Not a bug. A pattern.
These aren't bugs. They're the residue of a CRM that's been used by real people, under real pressure, for a long time — most teams don't have one person whose job is the system itself, so it slowly drifts toward whoever last needed something from it.
For Data Hygiene specifically, the gaps tend to accumulate quietly: each individual record looks fine in isolation, so the pattern only becomes obvious when you step back and look across the whole portal.
In the order we'd actually do them.
1 Stabilize the data
effort · mediumimpact · highClean up duplicate companies and backfill the most-used missing fields. Everything else gets easier after this.
2 Clarify lifecycle rules
effort · lowimpact · highRewrite lifecycle and stage definitions in the team's own words.

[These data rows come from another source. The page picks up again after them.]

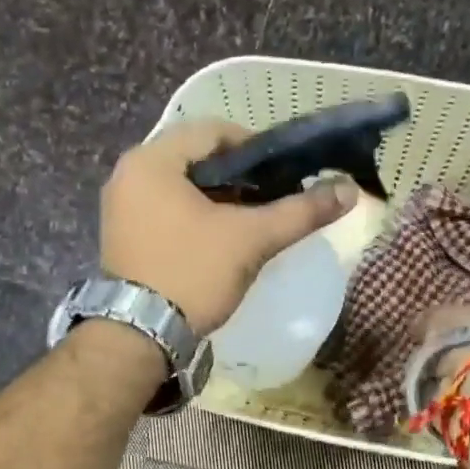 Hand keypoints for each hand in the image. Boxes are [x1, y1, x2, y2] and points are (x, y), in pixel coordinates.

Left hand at [102, 120, 357, 336]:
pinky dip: (193, 215)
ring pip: (179, 186)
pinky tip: (220, 238)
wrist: (139, 337)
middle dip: (237, 175)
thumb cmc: (192, 274)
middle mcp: (127, 174)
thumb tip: (350, 190)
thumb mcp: (251, 239)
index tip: (283, 173)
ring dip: (217, 197)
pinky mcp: (121, 235)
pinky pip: (164, 209)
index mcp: (151, 160)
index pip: (212, 131)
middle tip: (271, 197)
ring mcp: (120, 206)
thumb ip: (300, 211)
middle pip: (194, 158)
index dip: (254, 146)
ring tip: (252, 219) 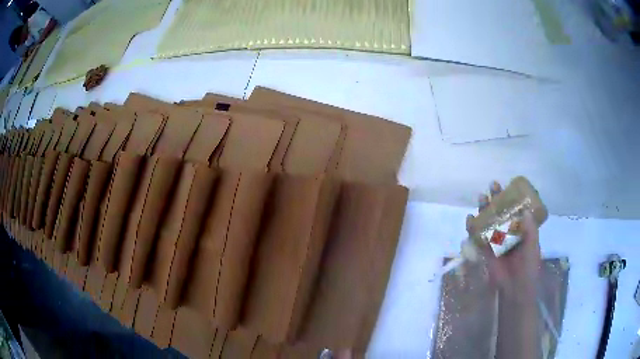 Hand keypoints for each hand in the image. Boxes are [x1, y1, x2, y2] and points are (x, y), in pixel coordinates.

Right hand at [466, 182, 540, 299]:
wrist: (516, 286)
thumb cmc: (529, 265)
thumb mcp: (533, 245)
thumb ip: (530, 229)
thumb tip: (524, 211)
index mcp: (520, 229)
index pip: (514, 209)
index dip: (511, 197)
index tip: (508, 185)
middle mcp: (508, 232)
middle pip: (500, 212)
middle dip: (496, 199)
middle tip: (493, 186)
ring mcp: (496, 241)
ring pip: (489, 222)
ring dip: (484, 210)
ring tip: (482, 198)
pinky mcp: (486, 250)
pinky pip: (478, 237)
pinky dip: (473, 228)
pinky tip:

Pin them somewhere visible.
3 Improve follow-up visibility
effort · mediumimpact · mediumMake ownership visible at the handoff, not just at the ends. Small change, big trust gain.
4 Build a repeatable operating rhythm
effort · lowimpact · mediumA short recurring review keeps the CRM from drifting back into noise.
Your 30-day cleanup plan.
- Merge the clearest duplicate company records first.
- Backfill lifecycle stage and lead source on the highest-traffic contacts.
- Sit with two reps and write lifecycle definitions in plain English.
- Update HubSpot stage descriptions to match the new wording.
- Map the marketing-to-sales handoff inside HubSpot, not Slack.
- Assign clear ownership in the middle stages of the pipeline.
- Schedule a 30-minute monthly CRM hygiene review.
- Document the new shape in a single shared doc the team owns.
For the people who won't read the whole thing.
RootCheck found that our CRM has a workable foundation, but a few data and process issues are making it harder to trust reporting and follow-up visibility. The first priority is cleaning up duplicate and incomplete records, then clarifying lifecycle rules so the team can make better decisions from the same source of truth.
Email-ready. Copy, paste, send.
Your CRM does not need to be perfect to be useful. The job is to make the next best decision clearer — that's what this report is for.